How pretentious are the Academy Awards?

Ana Costanzo, Co-editor

This award season has been bleak. The elitists play dress up as they hold their gold trophies, trapped in their lush gardens and backyards because of the lockdown procedure in which they must take photos of themselves in their gowns or suits with their awarded statue. Doubtless it is enjoyable to see beautiful people in beautiful clothing made by more beautiful people celebrating their beautiful movies. 

However, this virtual award season was futile; the award shows themselves are an expression of a microscopic group of chosen people’s preferences for nominated and awarded films which supposedly represent the overarching taste of cinematic society. Over quarantine, I officially realized my taste is different from the Oscar roundtable who decides which films are the best of the year (I had acknowledged this awareness in the past but it is here I came to accept such a divergence in taste). 

Nonetheless, some of my favorite films have made it to the Oscar cutting board to be put on display through nominations. In fact, I still cheer when my favorite films win an Academy Award—but what does this award really prove? Does it suggest my taste is superior to yours? Or that if you haven’t seen this film, you cannot claim yourself a film enthusiast? Just how pretentious are award shows? Moreover, just how pretentious do awards make us? 

Watching the 93rd Academy Awards, I knew of the nominations, recognized the faces, but did not emphasize the importance of the names except for a select few. In fact, the only film I was rooting for was Another Round by Thomas Vinterburg—one of my favorite films of the year. Should I claim I wanted the Oscars to recognize this film? Doesn’t that suggest the superiority of the Oscars in taste over society? Nonetheless, it was extraordinary to see the Danish man clamber up the steps to accept the award for Best International Feature Film. 

After that, the awards show once more went bleak. Doubtless this closing of the red curtains is a partiality on my part, but I couldn’t help tuning out the following moments of the night. My pretension far extends the running time of three hours. 

Is this disregard a snub at the nominated and awarded films? Absolutely not; I could retell the importance of Emerald Fennell, Chloe Zhao, Daniel Kuluyya, Frances McDormand…the crux of the matter is it doesn’t matter. An award does not equal superiority nor does a nomination equal acceptance. It simply is the knights (and dames) of the Oscar roundtable sitting around a coffee table deliberating on their favorite films of the year, ultimately disregarding many a talent while pooling talent(less) features. 

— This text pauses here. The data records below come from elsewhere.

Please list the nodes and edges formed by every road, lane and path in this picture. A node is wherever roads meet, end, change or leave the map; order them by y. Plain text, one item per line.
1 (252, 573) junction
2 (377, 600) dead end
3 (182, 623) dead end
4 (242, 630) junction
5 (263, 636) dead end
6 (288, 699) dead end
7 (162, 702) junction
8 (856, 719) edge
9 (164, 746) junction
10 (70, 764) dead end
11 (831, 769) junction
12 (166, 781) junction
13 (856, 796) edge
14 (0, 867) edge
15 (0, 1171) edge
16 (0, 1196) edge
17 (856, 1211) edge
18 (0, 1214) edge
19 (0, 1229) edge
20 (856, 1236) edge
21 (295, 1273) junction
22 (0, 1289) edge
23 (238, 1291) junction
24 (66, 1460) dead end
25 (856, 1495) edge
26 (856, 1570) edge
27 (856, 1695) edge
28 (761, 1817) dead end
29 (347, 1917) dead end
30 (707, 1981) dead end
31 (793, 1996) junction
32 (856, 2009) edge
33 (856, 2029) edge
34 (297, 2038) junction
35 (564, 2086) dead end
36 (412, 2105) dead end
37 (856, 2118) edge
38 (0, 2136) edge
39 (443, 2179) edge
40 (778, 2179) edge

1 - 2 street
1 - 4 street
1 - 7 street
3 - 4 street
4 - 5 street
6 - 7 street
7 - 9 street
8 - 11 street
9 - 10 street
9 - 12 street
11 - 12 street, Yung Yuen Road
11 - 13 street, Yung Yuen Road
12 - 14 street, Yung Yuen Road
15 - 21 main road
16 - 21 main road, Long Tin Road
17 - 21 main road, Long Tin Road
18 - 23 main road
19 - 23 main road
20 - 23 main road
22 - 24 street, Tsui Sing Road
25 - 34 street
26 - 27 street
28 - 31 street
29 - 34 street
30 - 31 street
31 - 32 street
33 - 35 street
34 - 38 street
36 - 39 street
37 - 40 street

I’ve come to realize there is no race to watch all the nominated and awarded films, a tradition my mother and I would accomplish preceding Oscar night. Moreover, the intimate (yet COVID-friendly) scene of the Academy Awards populated with the nominated faces shows the exclusivity of this talent — a party for the Chosen Ones. I no longer hunt for these Chosen Ones when scrolling through films; in the end, an award does not equal universal artistry. 

After all, Green Book is not my type of artistry even with a Best Picture award stamped onto its movie poster. Neither is Nomadland; I may acknowledge recognition of craftsmanship, but it does not have to wholly appeal to me. I’ve curated my own desires and wants for film and more often than not the award season does not recognize just what I’m searching for. 

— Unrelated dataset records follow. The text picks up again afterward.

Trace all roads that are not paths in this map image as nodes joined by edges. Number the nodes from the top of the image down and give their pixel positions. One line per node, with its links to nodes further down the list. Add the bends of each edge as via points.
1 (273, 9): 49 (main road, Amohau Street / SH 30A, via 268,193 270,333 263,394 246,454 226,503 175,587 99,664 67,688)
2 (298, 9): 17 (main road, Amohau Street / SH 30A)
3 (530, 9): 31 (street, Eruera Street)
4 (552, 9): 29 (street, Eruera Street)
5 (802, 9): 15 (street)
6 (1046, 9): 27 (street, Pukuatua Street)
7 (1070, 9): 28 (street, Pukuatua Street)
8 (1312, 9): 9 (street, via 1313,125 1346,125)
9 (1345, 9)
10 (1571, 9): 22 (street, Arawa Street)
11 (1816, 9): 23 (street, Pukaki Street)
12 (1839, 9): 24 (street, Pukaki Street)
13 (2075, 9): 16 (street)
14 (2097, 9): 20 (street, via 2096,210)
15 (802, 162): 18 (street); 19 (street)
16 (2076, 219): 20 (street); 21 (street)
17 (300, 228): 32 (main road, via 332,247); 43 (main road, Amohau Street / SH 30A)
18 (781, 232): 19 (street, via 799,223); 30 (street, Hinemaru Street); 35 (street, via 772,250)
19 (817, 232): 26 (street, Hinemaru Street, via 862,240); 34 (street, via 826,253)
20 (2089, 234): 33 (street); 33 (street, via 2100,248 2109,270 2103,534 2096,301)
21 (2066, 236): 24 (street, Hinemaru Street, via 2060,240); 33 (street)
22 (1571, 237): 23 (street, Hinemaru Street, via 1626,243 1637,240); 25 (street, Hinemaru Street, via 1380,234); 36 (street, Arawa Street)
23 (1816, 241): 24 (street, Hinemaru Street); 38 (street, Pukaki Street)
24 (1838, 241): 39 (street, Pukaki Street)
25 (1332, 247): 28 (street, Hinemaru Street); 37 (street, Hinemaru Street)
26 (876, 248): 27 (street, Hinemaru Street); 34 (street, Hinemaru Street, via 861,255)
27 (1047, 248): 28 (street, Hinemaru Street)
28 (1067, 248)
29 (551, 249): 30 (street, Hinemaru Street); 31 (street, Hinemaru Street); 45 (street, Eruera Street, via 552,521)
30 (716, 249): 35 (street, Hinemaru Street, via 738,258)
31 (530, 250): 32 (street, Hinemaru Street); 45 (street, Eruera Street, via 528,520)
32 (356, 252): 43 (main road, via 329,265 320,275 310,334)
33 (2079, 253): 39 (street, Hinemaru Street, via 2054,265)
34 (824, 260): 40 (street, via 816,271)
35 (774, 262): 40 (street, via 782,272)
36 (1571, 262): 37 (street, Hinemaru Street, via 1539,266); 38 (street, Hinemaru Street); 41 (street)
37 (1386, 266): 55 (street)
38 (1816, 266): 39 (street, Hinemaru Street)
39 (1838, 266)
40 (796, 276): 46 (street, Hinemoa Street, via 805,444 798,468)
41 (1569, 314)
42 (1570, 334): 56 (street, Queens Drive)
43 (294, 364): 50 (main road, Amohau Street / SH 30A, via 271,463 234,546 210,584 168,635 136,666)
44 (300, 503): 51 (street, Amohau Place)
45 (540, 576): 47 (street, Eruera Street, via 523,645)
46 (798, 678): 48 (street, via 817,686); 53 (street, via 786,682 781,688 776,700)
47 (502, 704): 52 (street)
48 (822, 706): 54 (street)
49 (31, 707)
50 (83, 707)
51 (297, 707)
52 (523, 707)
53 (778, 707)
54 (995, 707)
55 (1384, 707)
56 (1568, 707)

I suppose I am substituting one form of pretension for another, the award season trap with the knowledge my taste aligns with my criteria and therefore is exceptional. But rather than being fed this awareness through awards, I have come to this realization without training wheels. 

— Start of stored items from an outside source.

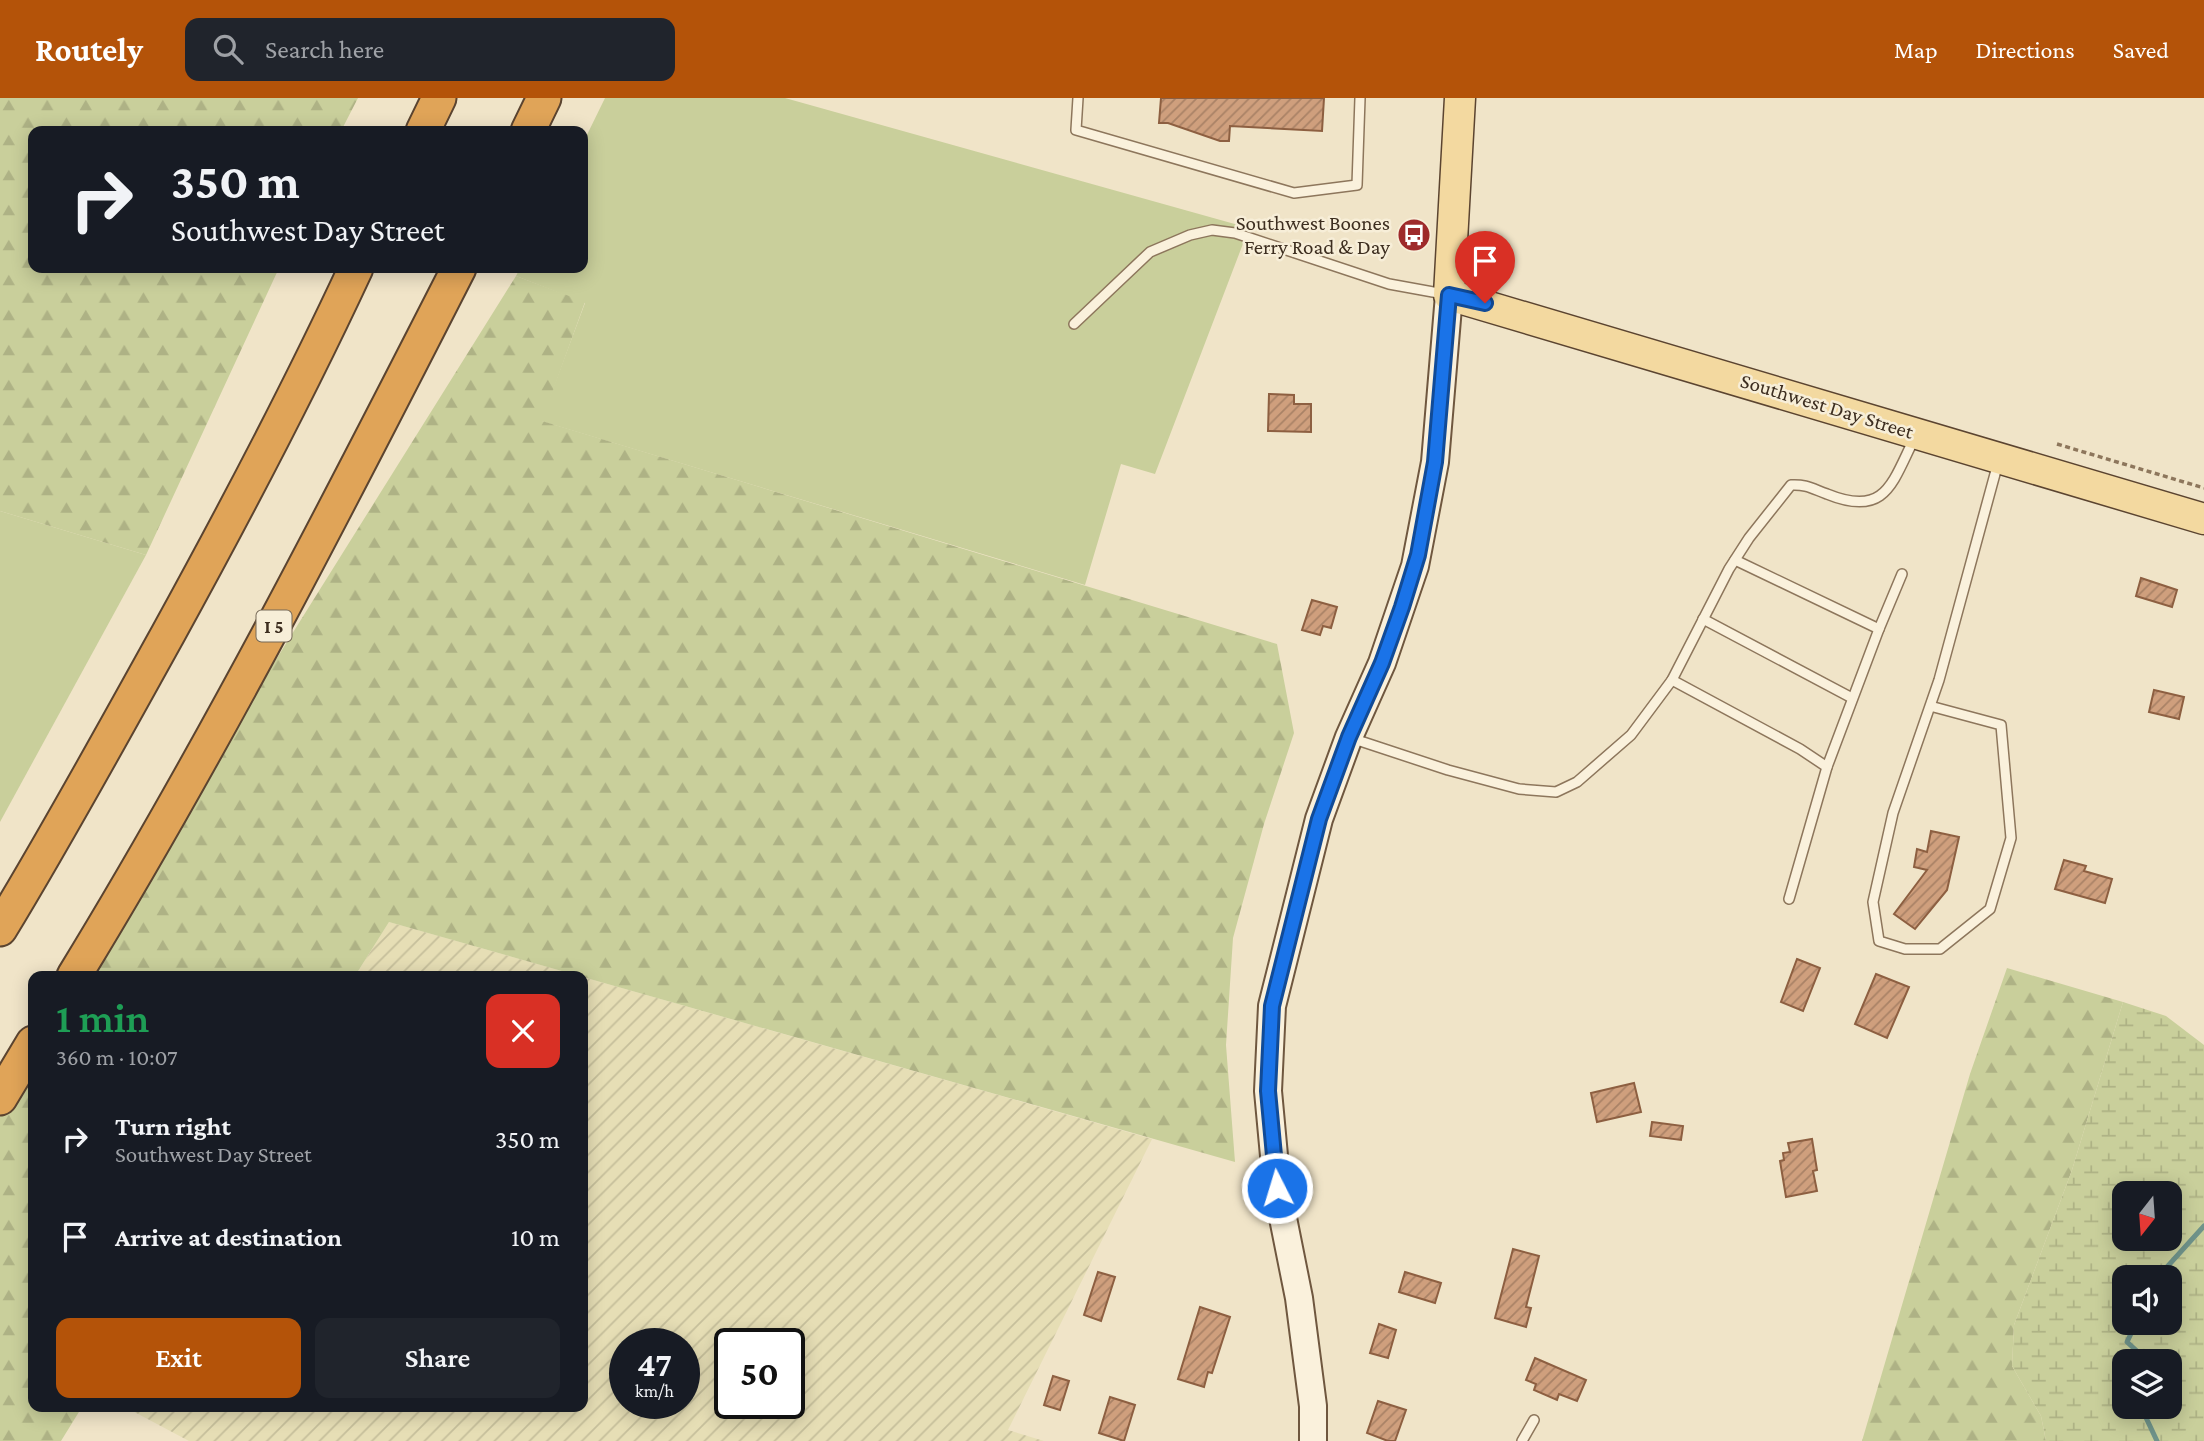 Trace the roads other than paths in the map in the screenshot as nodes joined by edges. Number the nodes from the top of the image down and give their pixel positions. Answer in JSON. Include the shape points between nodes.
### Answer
{"nodes":[{"id":1,"x":425,"y":98,"type":"edge"},
{"id":2,"x":439,"y":98,"type":"edge"},
{"id":3,"x":544,"y":98,"type":"edge"},
{"id":4,"x":1078,"y":98,"type":"edge"},
{"id":5,"x":1360,"y":98,"type":"edge"},
{"id":6,"x":1460,"y":98,"type":"edge"},
{"id":7,"x":415,"y":126,"type":"edge"},
{"id":8,"x":425,"y":126,"type":"edge"},
{"id":9,"x":530,"y":126,"type":"edge"},
{"id":10,"x":354,"y":273,"type":"edge"},
{"id":11,"x":456,"y":273,"type":"edge"},
{"id":12,"x":1449,"y":295,"type":"junction"},
{"id":13,"x":1074,"y":324,"type":"dead end"},
{"id":14,"x":1916,"y":433,"type":"junction"},
{"id":15,"x":2000,"y":458,"type":"junction"},
{"id":16,"x":2204,"y":519,"type":"edge"},
{"id":17,"x":1735,"y":560,"type":"junction"},
{"id":18,"x":1902,"y":574,"type":"dead end"},
{"id":19,"x":1703,"y":619,"type":"junction"},
{"id":20,"x":1879,"y":629,"type":"junction"},
{"id":21,"x":1672,"y":680,"type":"junction"},
{"id":22,"x":1852,"y":698,"type":"junction"},
{"id":23,"x":1930,"y":706,"type":"junction"},
{"id":24,"x":1349,"y":737,"type":"junction"},
{"id":25,"x":1828,"y":767,"type":"junction"},
{"id":26,"x":1789,"y":899,"type":"dead end"},
{"id":27,"x":0,"y":929,"type":"edge"},
{"id":28,"x":77,"y":971,"type":"edge"},
{"id":29,"x":28,"y":1051,"type":"edge"},
{"id":30,"x":0,"y":1098,"type":"edge"},
{"id":31,"x":1534,"y":1420,"type":"dead end"},
{"id":32,"x":1316,"y":1439,"type":"edge"},
{"id":33,"x":1522,"y":1441,"type":"edge"}],
"edges":[{"from":1,"to":7,"type":"highway"},
{"from":2,"to":8,"type":"highway"},
{"from":3,"to":9,"type":"highway"},
{"from":4,"to":5,"type":"lane","via":[[1076,130],[1294,193],[1357,185]]},
{"from":6,"to":12,"type":"main road"},
{"from":10,"to":27,"type":"highway","via":[[236,510]]},
{"from":11,"to":28,"type":"highway","number":"I 5","via":[[267,638]]},
{"from":12,"to":13,"type":"lane","via":[[1389,284],[1235,233],[1212,230],[1150,252]]},
{"from":12,"to":14,"type":"main road","name":"Southwest Day Street"},
{"from":12,"to":24,"type":"main road","via":[[1435,462],[1418,555],[1389,645]]},
{"from":14,"to":15,"type":"main road","name":"Southwest Day Street"},
{"from":14,"to":17,"type":"lane","via":[[1885,492],[1874,502],[1856,504],[1805,484],[1791,485]]},
{"from":15,"to":16,"type":"main road","name":"Southwest Day Street"},
{"from":15,"to":23,"type":"lane"},
{"from":17,"to":19,"type":"lane"},
{"from":17,"to":20,"type":"lane"},
{"from":18,"to":20,"type":"lane"},
{"from":19,"to":21,"type":"lane"},
{"from":19,"to":22,"type":"lane"},
{"from":20,"to":22,"type":"lane"},
{"from":21,"to":24,"type":"lane","via":[[1631,735],[1577,782],[1556,792],[1519,789]]},
{"from":21,"to":25,"type":"lane"},
{"from":22,"to":25,"type":"lane"},
{"from":23,"to":23,"type":"lane","via":[[1893,813],[1873,902],[1879,941],[1905,949],[1940,950],[1990,909],[2011,838],[2001,725]]},
{"from":24,"to":32,"type":"main road","via":[[1312,841],[1272,1006],[1268,1091],[1277,1188],[1299,1298]]},
{"from":25,"to":26,"type":"lane"},
{"from":29,"to":30,"type":"highway"},
{"from":31,"to":33,"type":"lane"}]}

For a long time I used the Academy Awards as a crutch to increase my exposure to good films (after all, the Oscar knights occasionally differentiate good from bad art), and indeed, it is as good as any as a start if wanting to watch artistic films. However, lately award nominations and winnings have come to symbolize superiority of taste. And when the people choosing these Chosen Ones are of a select few, the individual’s taste remains in the shadows. 

The Oscars could never recognize everyone’s preference and favorite contemporary films of the year. And because they are fallible in this regard, one should not consider their own taste as a lesser force. 

Rather, the brilliance of film is the ability of artists to cater to different members of society: a film for every audience. Award shows are incapable of recognizing this universality, and thus hail the Chosen Ones in which the nominated and awarded films are superior; this is the blight the award season creates. Indeed, it is a blight that will not deter. At least in the shadows I am guarded in my pretension and self-championship of film.